Scripts to learn a feature space for world music recordings as described in [1]. The code extracts features capturing rhythmic, timbral, melodic, and harmonic aspects for a collection of sound recordings. It transforms the data using Principal Components Analysis, Non-negative Matrix Factorization and Linear Discriminant Analysis. The country of a music recording is used as the ground truth for similarity. The learned feature space is evaluated by classifying recordings by their country. In addition, the learned feature space is evaluated with an outlier detection experiment.

For any questions please contact m.x.panteli{at}gmail.com.

This code is Copyright 2016 Maria Panteli, University of London, except where specified in individual source files.
Distributed under the GNU General Public License: see the file COPYING for details.
If you use this code for academic purposes please cite [1].
(See the CITATION file for a BibTeX reference.)

1) extract_features.py: Extracts the following descriptors: scale transform (rhythm), pitch bihistogram (melody), mel-frequency cepstrum coefficients (timbre), average chroma (harmony). Requires the path for each music recording to be listed in audiolist.txt.

2) load_dataset.py: Splits the dataset in training, validation, and testing, loads the pre-computed frame-based features and does some post-processing. For example, the scale transform feature is averaged across low and high frequency bands, the pitch bihistogram is represented by an NMF decomposition with 2 components, MFCCs and average chroma are summarised over 8-second windows with 0.5-second overlap.
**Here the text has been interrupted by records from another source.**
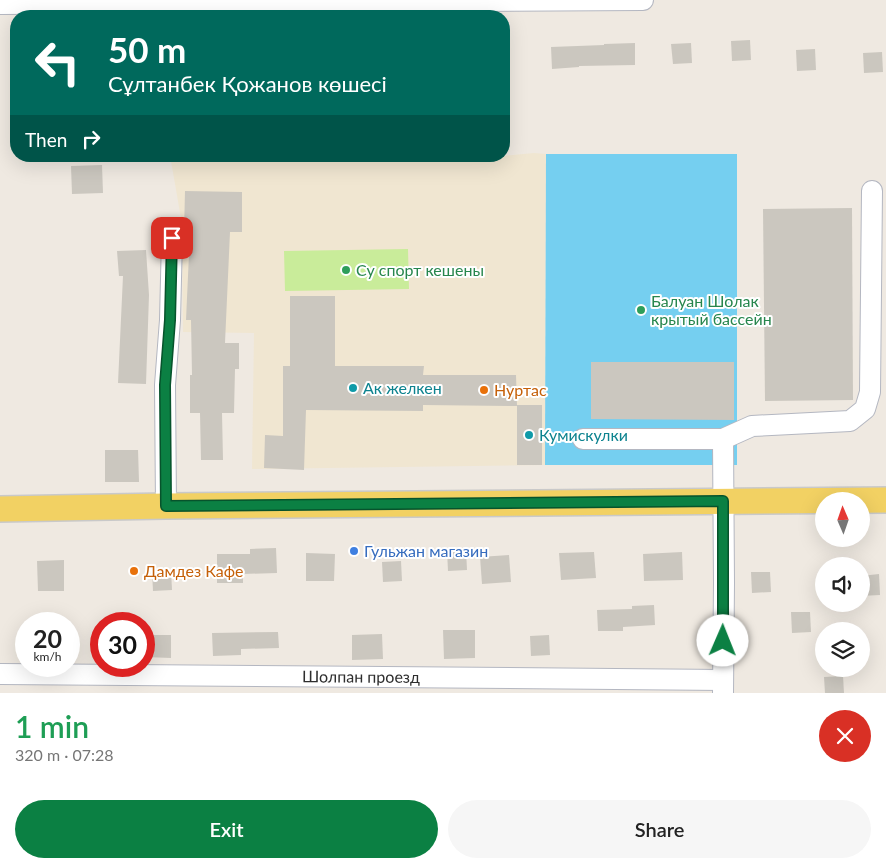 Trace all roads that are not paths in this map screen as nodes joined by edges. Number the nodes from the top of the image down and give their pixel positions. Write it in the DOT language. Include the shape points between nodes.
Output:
graph roads {
  1 [pos="643,0"];
  2 [pos="0,4"];
  3 [pos="872,191"];
  4 [pos="172,238"];
  5 [pos="723,439"];
  6 [pos="583,440"];
  7 [pos="886,500"];
  8 [pos="723,501"];
  9 [pos="166,506"];
  10 [pos="0,509"];
  11 [pos="0,674"];
  12 [pos="176,685"];
  13 [pos="542,685"];
  14 [pos="723,686"];
  1 -- 2 [label="street"];
  3 -- 5 [label="street" via="870,392 865,409 850,421 752,426"];
  4 -- 9 [label="street" via="165,385"];
  5 -- 6 [label="street"];
  5 -- 8 [label="street"];
  7 -- 8 [label="main road"];
  8 -- 9 [label="main road"];
  8 -- 14 [label="street"];
  9 -- 10 [label="main road"];
  11 -- 12 [label="street, Шолпан проезд"];
  12 -- 13 [label="street, Шолпан проезд"];
  13 -- 14 [label="street, Шолпан проезд"];
} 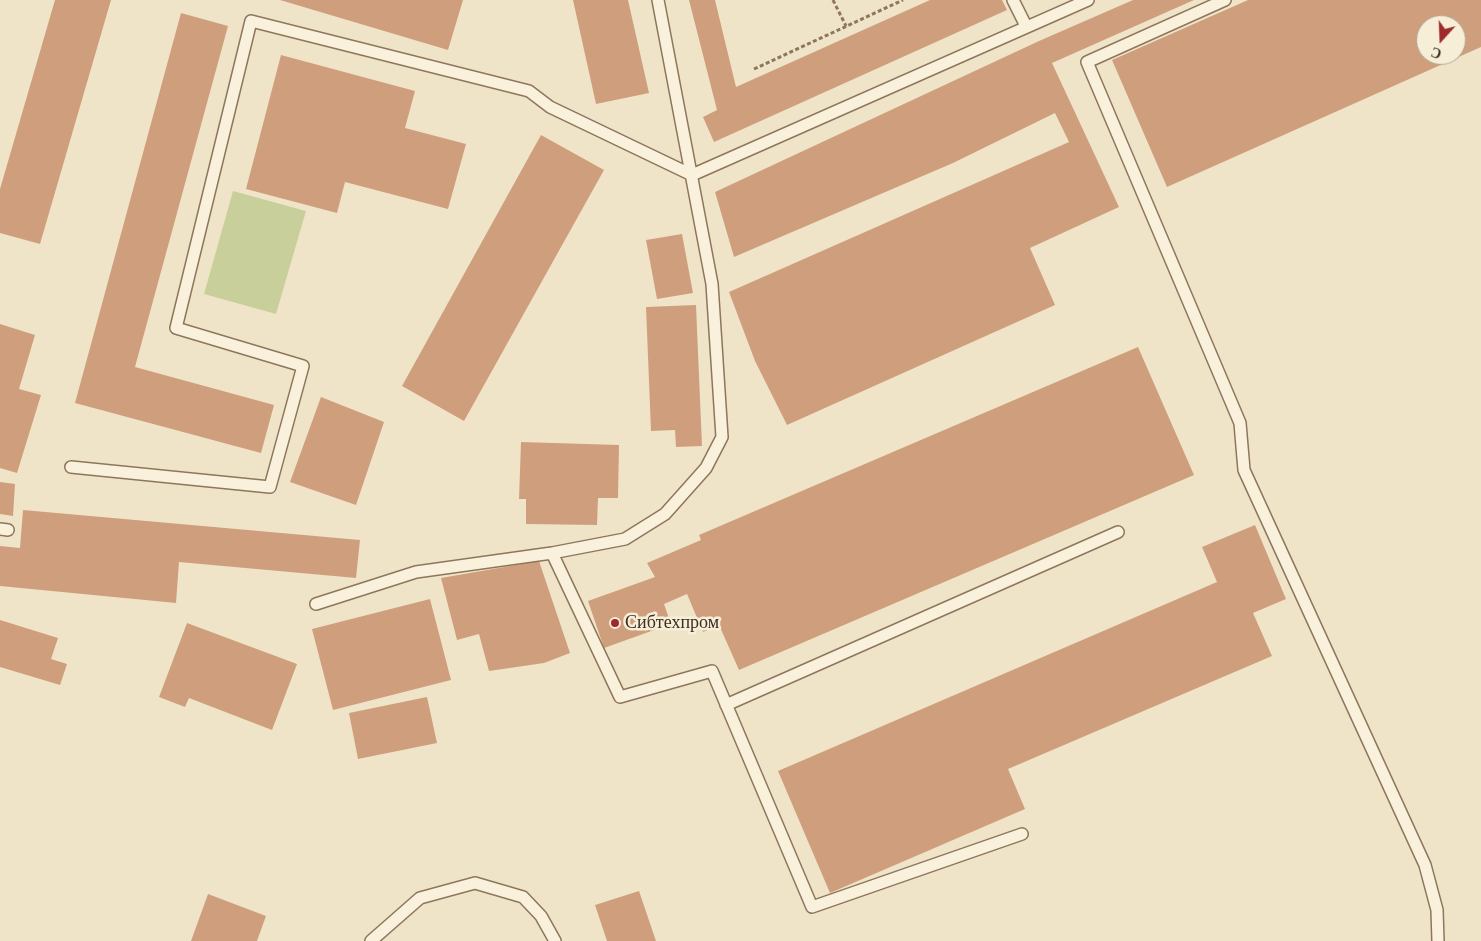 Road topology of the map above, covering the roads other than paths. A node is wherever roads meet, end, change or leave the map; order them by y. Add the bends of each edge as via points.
1 (658, 0) edge
2 (1013, 0) edge
3 (1088, 0) edge
4 (1225, 0) edge
5 (1026, 26) junction
6 (692, 174) junction
7 (71, 467) dead end
8 (1118, 532) dead end
9 (552, 553) junction
10 (316, 604) dead end
11 (726, 704) junction
12 (1022, 834) dead end
13 (371, 941) edge
14 (555, 941) edge
15 (1438, 941) edge

1 - 6 lane
2 - 5 lane
3 - 5 lane
4 - 15 lane via 1087,62 1240,423 1244,470 1425,865 1437,910
5 - 6 lane
6 - 7 lane via 550,107 529,91 251,21 176,328 303,366 270,487
6 - 9 lane via 712,284 722,436 706,468 665,514 626,539
8 - 11 lane
9 - 10 lane via 416,572
9 - 11 lane via 620,697 712,671
11 - 12 lane via 812,907
13 - 14 lane via 420,898 474,883 523,897 541,916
Outputs the post-processed frame-based features, the frame-based class labels, and frame-based audio labels. Requires the path for each pre-computed rhythm, melody, timbre, harmony feature to be listed in csvlist_rhythm.txt, csvlist_melody.txt, csvlist_timbre.txt, csvlist_harmony.txt, respectively, in the same order as the audiolist.txt.
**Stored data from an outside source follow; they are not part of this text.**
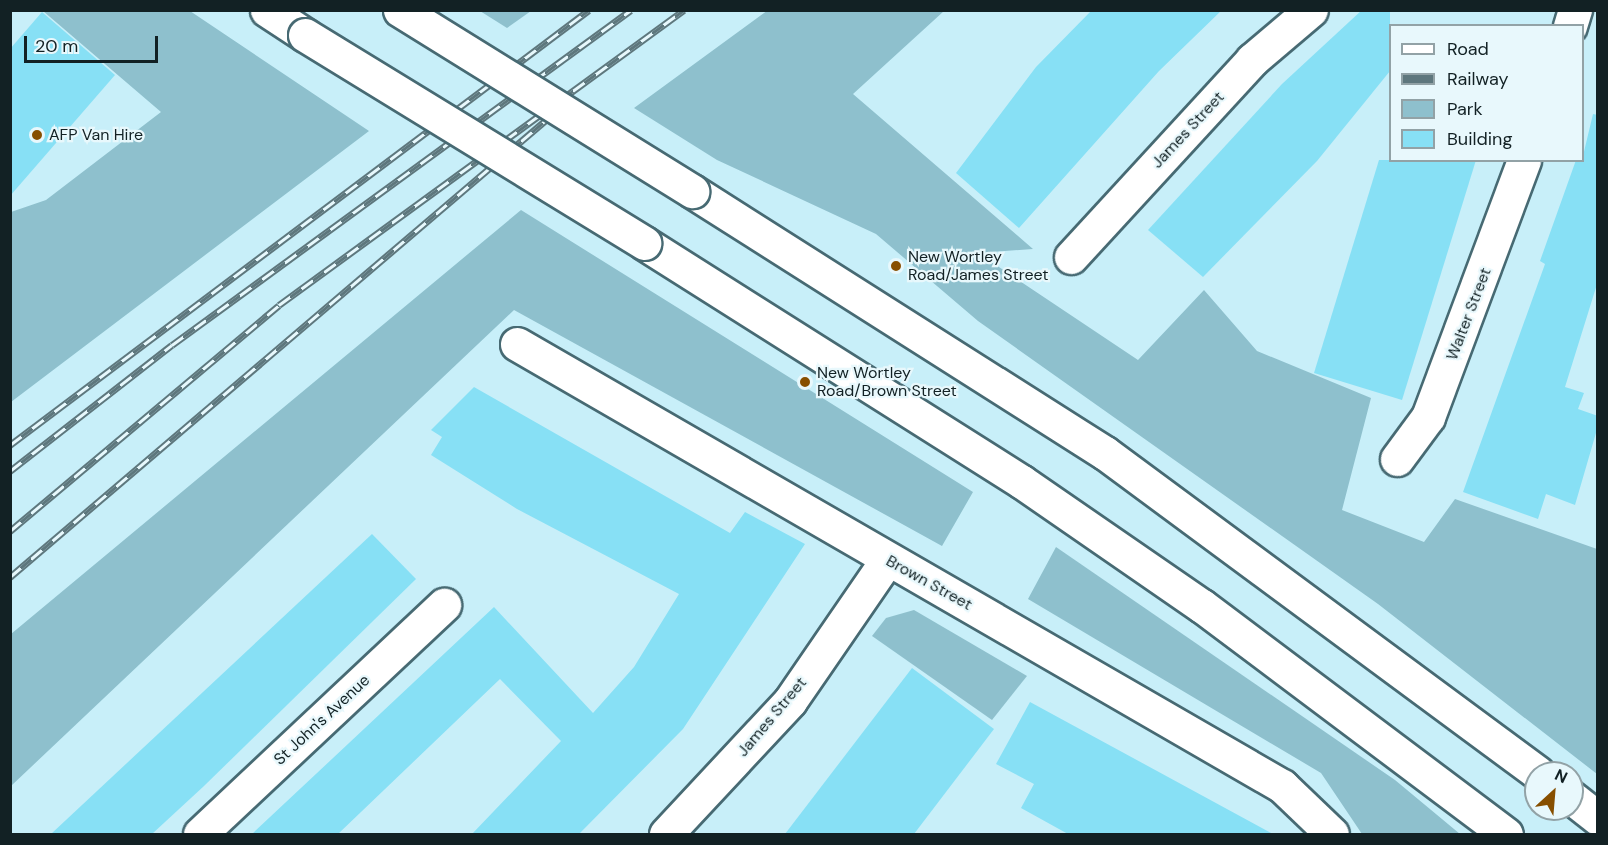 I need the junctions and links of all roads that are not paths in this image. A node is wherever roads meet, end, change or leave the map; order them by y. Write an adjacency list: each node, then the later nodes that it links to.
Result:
1 (267, 10): 16 (main road, bridge)
2 (400, 10): 10 (main road, bridge)
3 (1311, 10): 5 (main road, James Street)
4 (1523, 162): 7 (main road, Walter Street)
5 (1071, 257)
6 (517, 344): 8 (main road, Brown Street)
7 (1398, 459)
8 (886, 560): 14 (main road, James Street); 15 (main road, Brown Street)
9 (444, 605): 13 (main road, St John's Avenue)
10 (1524, 762)
11 (1584, 807): 12 (main road)
12 (1598, 818)
13 (200, 834)
14 (666, 834)
15 (1332, 834)
16 (1506, 834)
3) map_space.py: Uses the training set to train the PCA, NMF, LDA transformers and the validation set to estimate the optimal number of components. Given the optimal number of components it transforms the test set. It evaluates the transformed space by predicting the country label of the frame-based features. A vote count on the frame-based predicted labels is used to predict the recording-based label.

4) results.py: Outputs the confusion matrix of the classification task, detects outliers and prints a summary of the number of outliers per country.

[1] M. Panteli, E. Benetos, and S. Dixon. Learning a Feature Space for Similarity in World Music. In Proceedings of the 17th International Society for Music Information Retrieval Conference, pages 538-544, 2016.